** AVAILABLE DATA follows **

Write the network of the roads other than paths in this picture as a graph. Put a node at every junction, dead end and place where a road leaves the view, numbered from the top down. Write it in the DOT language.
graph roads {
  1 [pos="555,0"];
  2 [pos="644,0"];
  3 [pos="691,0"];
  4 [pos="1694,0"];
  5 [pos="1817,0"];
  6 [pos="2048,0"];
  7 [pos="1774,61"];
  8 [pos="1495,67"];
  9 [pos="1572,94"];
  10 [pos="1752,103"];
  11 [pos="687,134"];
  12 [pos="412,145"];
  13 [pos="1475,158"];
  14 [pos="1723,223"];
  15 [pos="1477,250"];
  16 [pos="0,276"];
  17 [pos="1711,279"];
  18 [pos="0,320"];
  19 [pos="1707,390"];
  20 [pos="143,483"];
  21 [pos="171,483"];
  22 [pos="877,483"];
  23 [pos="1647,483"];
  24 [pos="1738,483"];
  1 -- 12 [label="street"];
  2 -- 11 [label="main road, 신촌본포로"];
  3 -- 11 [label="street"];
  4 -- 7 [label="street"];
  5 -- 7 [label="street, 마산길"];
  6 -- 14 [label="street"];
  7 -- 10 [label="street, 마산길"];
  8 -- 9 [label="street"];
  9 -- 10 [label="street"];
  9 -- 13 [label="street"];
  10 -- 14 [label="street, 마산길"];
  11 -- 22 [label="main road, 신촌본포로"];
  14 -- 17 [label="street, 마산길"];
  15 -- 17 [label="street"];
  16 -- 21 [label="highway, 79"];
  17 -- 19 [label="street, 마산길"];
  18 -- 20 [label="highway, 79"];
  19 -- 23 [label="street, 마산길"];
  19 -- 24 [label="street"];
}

** End of AVAILABLE DATA **

→ TRY IT: Search the records for the word "신촌본포로", then list every line that has it.

→ TASK RESPONSE:
  2 -- 11 [label="main road, 신촌본포로"];
  11 -- 22 [label="main road, 신촌본포로"];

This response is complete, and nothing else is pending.